3-epi-Cinobufotalin (3), a white powder, was assigned the molecular formula C26H34O7 as determined by the positive HR-ESI–MS ion at m/z HR-ESI–MS m/z 459.2407 [M + H]+ (calcd. for C26H35O7, 459.2377) with ten degrees of unsaturation. The UV data, with a λmax of 295 nm, was consistent with bufadienolide skeleton. The NMR data of 3 were similar to those of 2 except that the hydroxyl group was at C-5 rather than C-6. This was further confirmed by HMBC cross peak from H3-19 (δH 0.92, s, 3H) to C-5 (δC 75.6). Furthermore, this data showed a high similarity to cinobufotalin (21) [21], with the main difference being that the proton signal at δH 3.94 (large width of multiplet) in 3 shifted downfield to δH 4.13 (broad singlet) in cinobufotalin (21), suggesting an inversion of the C-3 stereocenter, which was consistent with the H-3 proton signatures of other isolated 3α-OH bufadienolides. The 1H and 13C NMR signals were assigned as shown in Tables 1 and 2, respectively. Consequently, compound 3 was identified as 3-epi-cinobufotalin.

3-epi-19-Hydroxyresibufogenin (4), a white powder, was assigned the molecular formula C24H32O5 as determined by the positive HR-ESI–MS ion peak at m/z 423.2159 [M + Na]+ (calcd. for C24H32O5Na, 423.2142) with nine degrees of unsaturation. The 1H NMR and 13C NMR data (Tables 1 and 2) of compound 4 displayed resemblances to those of the known compound 3-epi-resibufogenin (12) [22], except for the replacement of the substitution of the methyl group in C-10 with a hydroxymethyl group [δH-19 3.82 and 3.42 (d, J = 11.2 Hz); δC-19 64.9] in 4. The NOE correlations and relative configurations in 4 and 12 exhibited a high degree of similarity. The β-orientation of the hydroxymethyl in 4 was ascertained through the NOE correlations of H2-19/H-5 and H2-19/H-8. The H-3 signal at δH 3.52 featured with a large width of multiplet, along with the NOE correlation of H-3/H-1β and H-3/H-5, validating the 3α-OH configuration. Consequently, the arrangement of 4 was determined to be 3-epi-19-hydroxyresibufogenin.
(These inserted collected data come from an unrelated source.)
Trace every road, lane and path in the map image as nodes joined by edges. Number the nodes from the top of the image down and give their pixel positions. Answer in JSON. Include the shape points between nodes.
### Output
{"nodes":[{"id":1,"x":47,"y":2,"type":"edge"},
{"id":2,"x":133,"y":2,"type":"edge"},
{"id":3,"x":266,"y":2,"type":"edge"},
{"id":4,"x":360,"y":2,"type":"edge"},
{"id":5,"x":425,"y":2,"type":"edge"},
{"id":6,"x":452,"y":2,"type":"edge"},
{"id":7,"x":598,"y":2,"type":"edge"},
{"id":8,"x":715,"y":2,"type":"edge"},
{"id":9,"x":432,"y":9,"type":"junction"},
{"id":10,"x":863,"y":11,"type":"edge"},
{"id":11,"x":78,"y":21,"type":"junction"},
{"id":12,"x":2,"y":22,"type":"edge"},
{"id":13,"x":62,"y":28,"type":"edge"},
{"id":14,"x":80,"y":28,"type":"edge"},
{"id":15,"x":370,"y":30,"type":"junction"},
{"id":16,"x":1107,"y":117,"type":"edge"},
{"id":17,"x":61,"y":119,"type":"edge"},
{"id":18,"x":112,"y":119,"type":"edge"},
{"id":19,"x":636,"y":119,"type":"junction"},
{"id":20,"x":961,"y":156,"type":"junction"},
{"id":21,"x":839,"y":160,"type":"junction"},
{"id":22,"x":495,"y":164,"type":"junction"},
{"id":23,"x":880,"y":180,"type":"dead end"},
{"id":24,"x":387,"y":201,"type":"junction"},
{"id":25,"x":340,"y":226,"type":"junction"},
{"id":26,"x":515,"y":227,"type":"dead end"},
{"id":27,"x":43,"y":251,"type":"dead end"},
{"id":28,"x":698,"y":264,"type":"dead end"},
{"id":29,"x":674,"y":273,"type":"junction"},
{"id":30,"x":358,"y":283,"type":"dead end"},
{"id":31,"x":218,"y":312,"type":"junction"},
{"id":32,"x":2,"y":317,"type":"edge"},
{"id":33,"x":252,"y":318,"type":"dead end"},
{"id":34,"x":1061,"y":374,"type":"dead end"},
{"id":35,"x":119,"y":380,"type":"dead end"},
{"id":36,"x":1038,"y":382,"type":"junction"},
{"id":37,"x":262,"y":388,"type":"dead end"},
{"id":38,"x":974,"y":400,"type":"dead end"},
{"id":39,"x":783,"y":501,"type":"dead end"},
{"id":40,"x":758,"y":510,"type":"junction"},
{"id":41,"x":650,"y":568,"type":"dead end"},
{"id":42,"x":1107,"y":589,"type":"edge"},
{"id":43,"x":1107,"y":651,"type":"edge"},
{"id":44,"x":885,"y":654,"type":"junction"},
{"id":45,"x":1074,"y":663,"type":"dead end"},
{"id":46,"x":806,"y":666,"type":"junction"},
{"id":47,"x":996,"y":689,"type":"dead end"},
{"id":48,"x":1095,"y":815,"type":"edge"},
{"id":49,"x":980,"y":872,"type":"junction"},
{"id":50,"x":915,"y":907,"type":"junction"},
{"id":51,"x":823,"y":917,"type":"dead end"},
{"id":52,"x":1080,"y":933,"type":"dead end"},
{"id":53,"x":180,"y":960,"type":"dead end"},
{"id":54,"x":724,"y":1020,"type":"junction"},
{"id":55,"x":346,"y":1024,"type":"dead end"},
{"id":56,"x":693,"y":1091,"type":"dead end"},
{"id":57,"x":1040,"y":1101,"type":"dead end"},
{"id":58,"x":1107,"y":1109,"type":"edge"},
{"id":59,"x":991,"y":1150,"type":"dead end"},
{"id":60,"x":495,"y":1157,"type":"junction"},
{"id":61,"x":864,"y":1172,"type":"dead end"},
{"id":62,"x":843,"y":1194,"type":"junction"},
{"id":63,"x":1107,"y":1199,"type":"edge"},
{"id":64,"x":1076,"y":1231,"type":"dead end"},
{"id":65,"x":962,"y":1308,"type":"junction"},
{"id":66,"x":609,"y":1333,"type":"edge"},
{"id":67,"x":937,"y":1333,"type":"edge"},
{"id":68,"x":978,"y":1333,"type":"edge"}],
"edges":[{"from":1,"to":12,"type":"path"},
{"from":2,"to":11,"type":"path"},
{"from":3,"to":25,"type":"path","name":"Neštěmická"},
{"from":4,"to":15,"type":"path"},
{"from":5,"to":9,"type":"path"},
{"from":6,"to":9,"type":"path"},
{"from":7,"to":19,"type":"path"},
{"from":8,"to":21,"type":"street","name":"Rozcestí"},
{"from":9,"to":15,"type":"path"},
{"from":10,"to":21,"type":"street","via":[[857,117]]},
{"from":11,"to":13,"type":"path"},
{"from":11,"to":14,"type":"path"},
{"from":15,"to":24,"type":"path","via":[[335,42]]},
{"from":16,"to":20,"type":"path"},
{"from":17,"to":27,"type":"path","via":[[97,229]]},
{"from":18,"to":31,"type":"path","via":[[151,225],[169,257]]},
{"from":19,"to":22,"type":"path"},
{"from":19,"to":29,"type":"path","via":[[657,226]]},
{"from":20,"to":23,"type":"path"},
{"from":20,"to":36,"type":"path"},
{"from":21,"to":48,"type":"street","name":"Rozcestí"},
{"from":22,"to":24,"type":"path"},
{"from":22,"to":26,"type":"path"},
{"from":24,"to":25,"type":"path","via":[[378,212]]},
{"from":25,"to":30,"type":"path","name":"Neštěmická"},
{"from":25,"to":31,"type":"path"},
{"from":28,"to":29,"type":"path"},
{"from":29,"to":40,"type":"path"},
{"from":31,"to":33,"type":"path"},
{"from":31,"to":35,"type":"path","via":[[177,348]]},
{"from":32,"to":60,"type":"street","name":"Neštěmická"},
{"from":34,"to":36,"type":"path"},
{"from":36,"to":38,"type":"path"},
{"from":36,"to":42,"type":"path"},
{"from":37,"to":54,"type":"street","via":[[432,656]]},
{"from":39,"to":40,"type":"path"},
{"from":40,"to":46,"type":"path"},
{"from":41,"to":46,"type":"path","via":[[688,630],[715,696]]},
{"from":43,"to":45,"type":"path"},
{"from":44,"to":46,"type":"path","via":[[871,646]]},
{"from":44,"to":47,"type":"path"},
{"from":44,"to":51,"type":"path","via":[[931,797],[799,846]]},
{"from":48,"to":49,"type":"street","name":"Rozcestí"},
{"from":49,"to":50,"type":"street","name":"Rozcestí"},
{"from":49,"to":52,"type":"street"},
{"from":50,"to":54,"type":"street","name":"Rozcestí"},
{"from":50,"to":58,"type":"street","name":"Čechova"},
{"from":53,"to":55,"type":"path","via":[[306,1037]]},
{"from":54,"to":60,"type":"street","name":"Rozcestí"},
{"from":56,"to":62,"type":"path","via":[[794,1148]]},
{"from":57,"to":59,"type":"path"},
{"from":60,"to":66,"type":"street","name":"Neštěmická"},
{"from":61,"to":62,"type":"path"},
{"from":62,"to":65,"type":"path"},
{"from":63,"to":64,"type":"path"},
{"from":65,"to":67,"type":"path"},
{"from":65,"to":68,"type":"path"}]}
Additionally, 17 known compounds were identified (Fig. 1) as 3-epi-arenobufagin (5) [23], 3-epi-ψ-bufarenogin (6) [23], 3-epi-bufalin (7) [22], 3-epi-7β-hydroxybufalin (8) [24], 3-epi-bufotalin (9) [25], 3-epi-gambufotalin (10) [25], 3-epi-desacetylbufotalin (11) [25], 3-epi-resibufogenin (12) [22], 3-epi-desacetylcinobufagin (13) [22], 3-epi-12β-hydroxyresibufogenin (14) [26], 3-epi-argentinogenin (15) [5], argentinogenin (16) [5], bufotalin [20] (17), telocinobufagin (18) [27], hellebrigenin (19) [28], desacetylcinobufotalin (20) [20] and cinobufotalin (21) [29] by comparison of the NMR and MS data with the reported values in literatures. Among them, compounds 8, 9, 11–14 were isolated from Bufo genus for the first time (Fig. 1). In addition, the structures of compounds 5, 7, and 8 were confirmed by X-ray analysis for the first time (Fig. 4).
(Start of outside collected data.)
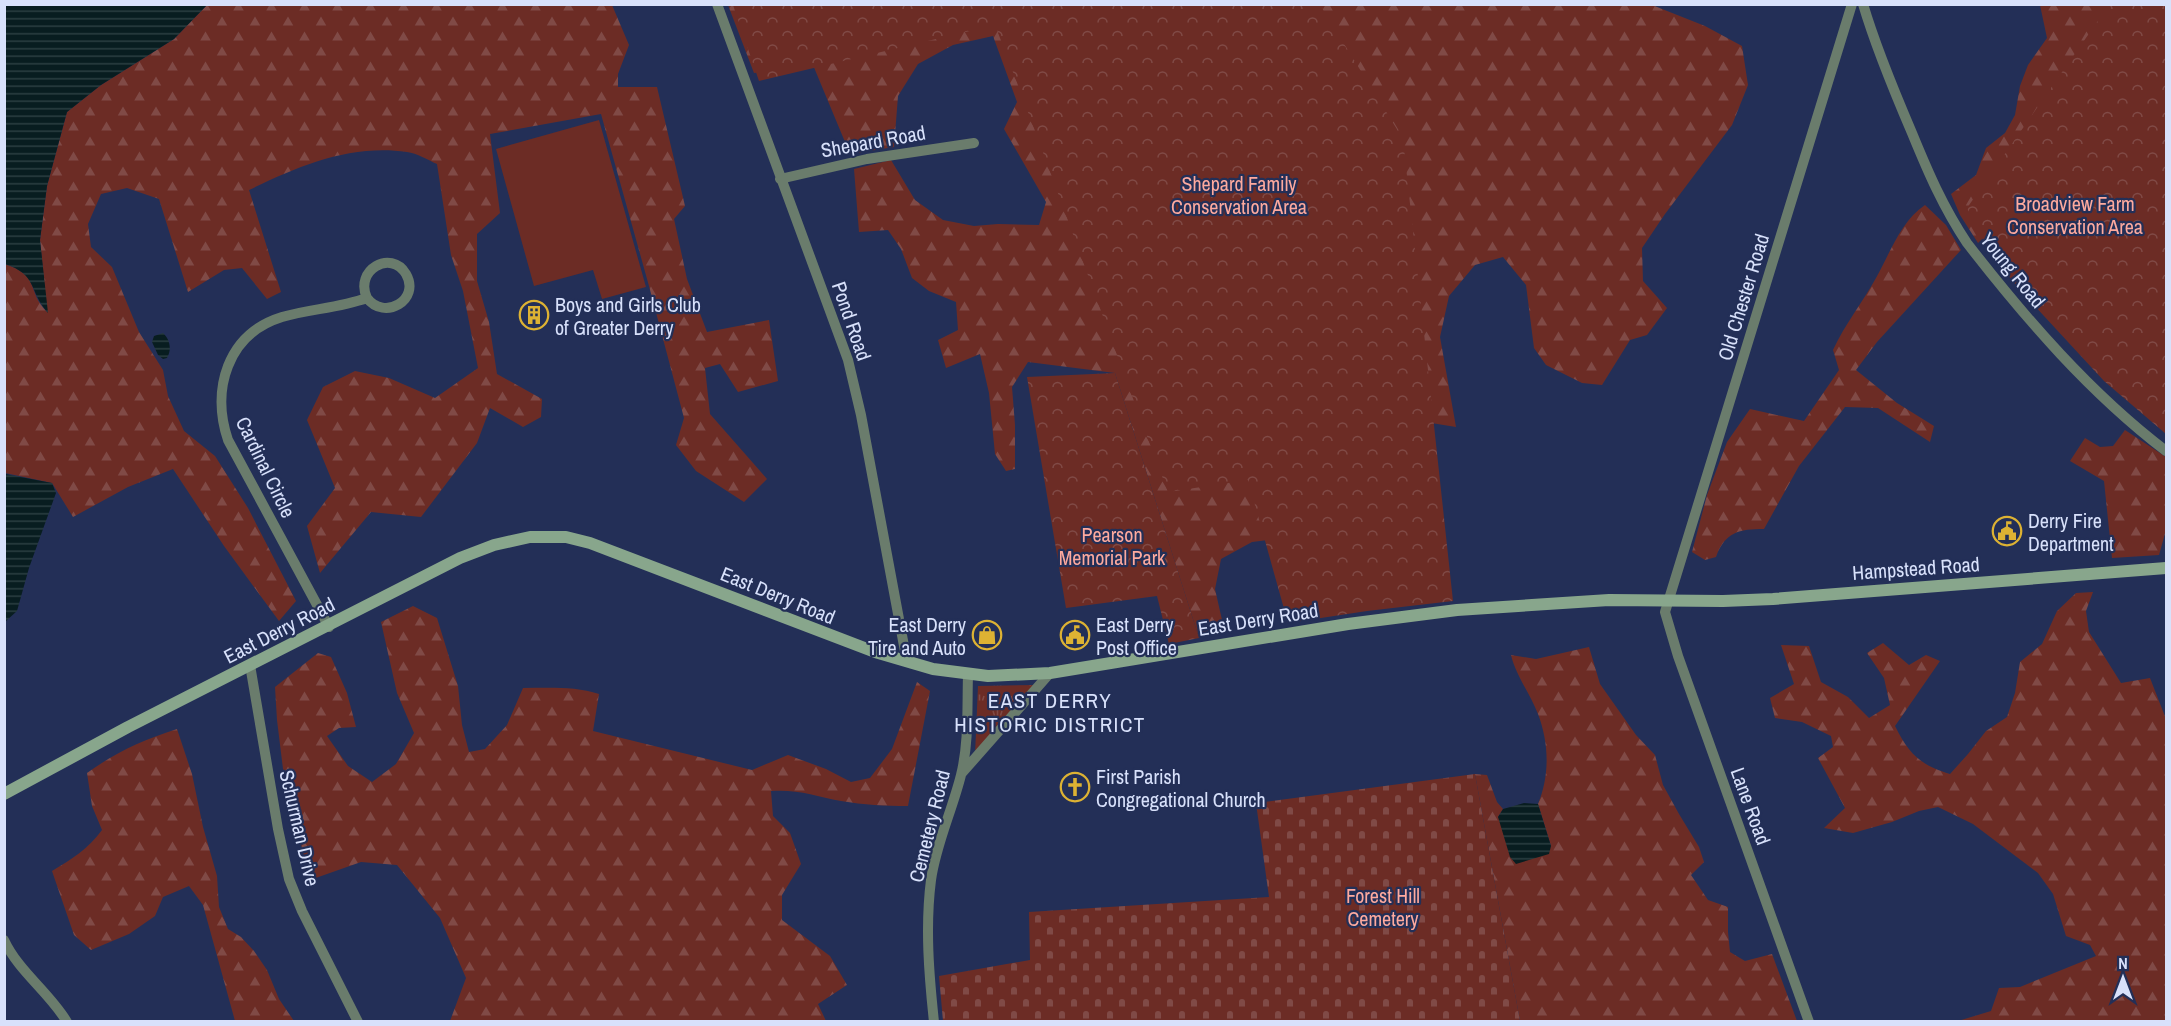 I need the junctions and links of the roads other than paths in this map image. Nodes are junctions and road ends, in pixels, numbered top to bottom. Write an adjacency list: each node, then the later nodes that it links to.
1 (717, 4): 5 (street, Pond Road)
2 (1852, 4): 9 (street, Old Chester Road)
3 (1863, 4): 7 (street, Young Road)
4 (974, 143): 5 (street, Shepard Road)
5 (780, 179): 11 (street, Pond Road)
6 (367, 298): 6 (street); 10 (street, Cardinal Circle)
7 (2166, 451)
8 (2166, 568): 9 (street, Hampstead Road)
9 (1668, 600): 13 (street, East Derry Road); 21 (street, Lane Road)
10 (329, 627): 11 (street, East Derry Road); 12 (street, East Derry Road)
11 (907, 662): 14 (street, East Derry Road)
12 (250, 665): 16 (street, East Derry Road); 19 (street, Schurman Drive)
13 (1050, 673): 14 (street, East Derry Road); 15 (street)
14 (968, 675): 15 (street, Cemetery Road)
15 (962, 773): 20 (street, Cemetery Road)
16 (4, 794)
17 (4, 940): 18 (street)
18 (67, 1022)
19 (358, 1022)
20 (934, 1022)
21 (1809, 1022)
X-ray crystallographic structures of 5, 7 and 8 with atom labeling scheme. The C and O atoms are drawn as 30% thermal ellipsoids

This study revealed the coexistence of 3α-OH and 3β-OH bufadienolides in the bile of toad, with the 3α-OH configuration being predominant. To explore the potential conversion of 3α-OH and 3β-OH bufadienolides, a tissue incubation approach was employed to investigate the metabolic processes in toad liver and kidney tissues. The outcomes provide valuable insights, elucidating the transformation from 3β-OH to 3α-OH bufadienolides.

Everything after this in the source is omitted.